What is needed: From the material below, copy each line that holds the word "Peters".

━━━━

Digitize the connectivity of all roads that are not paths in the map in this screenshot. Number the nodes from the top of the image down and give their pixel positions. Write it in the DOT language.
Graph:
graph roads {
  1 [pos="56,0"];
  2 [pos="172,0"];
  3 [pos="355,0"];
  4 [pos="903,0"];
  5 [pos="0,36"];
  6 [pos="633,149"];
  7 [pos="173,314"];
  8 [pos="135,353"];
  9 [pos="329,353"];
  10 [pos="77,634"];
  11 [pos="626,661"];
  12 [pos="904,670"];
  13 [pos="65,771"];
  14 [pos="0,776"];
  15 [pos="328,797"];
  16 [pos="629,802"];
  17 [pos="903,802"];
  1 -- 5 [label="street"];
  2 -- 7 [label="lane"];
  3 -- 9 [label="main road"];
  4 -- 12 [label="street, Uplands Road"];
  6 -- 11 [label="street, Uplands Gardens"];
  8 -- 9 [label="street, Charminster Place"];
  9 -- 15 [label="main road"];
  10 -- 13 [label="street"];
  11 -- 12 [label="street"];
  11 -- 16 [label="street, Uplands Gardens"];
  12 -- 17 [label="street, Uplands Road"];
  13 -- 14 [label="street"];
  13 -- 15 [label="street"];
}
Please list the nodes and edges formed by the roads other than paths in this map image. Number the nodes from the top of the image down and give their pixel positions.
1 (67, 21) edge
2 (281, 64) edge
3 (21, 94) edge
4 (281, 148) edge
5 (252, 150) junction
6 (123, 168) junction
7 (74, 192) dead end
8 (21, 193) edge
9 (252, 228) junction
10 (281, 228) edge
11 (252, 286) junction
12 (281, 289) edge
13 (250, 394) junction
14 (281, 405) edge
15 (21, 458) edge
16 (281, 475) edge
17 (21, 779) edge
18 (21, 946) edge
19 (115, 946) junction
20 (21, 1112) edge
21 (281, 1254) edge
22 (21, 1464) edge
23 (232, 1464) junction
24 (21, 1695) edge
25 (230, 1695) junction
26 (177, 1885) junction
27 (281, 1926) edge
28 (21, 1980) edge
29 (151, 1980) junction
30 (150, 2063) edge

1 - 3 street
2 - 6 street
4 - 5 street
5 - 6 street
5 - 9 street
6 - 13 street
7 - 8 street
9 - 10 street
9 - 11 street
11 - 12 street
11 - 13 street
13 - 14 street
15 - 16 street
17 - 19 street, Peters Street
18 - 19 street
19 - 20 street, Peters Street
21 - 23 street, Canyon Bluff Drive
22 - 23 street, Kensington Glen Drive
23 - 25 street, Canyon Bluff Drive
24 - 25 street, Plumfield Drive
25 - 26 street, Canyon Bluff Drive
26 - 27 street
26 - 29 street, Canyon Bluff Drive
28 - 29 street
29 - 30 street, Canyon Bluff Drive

━━━━

The answer:
17 - 19 street, Peters Street
19 - 20 street, Peters Street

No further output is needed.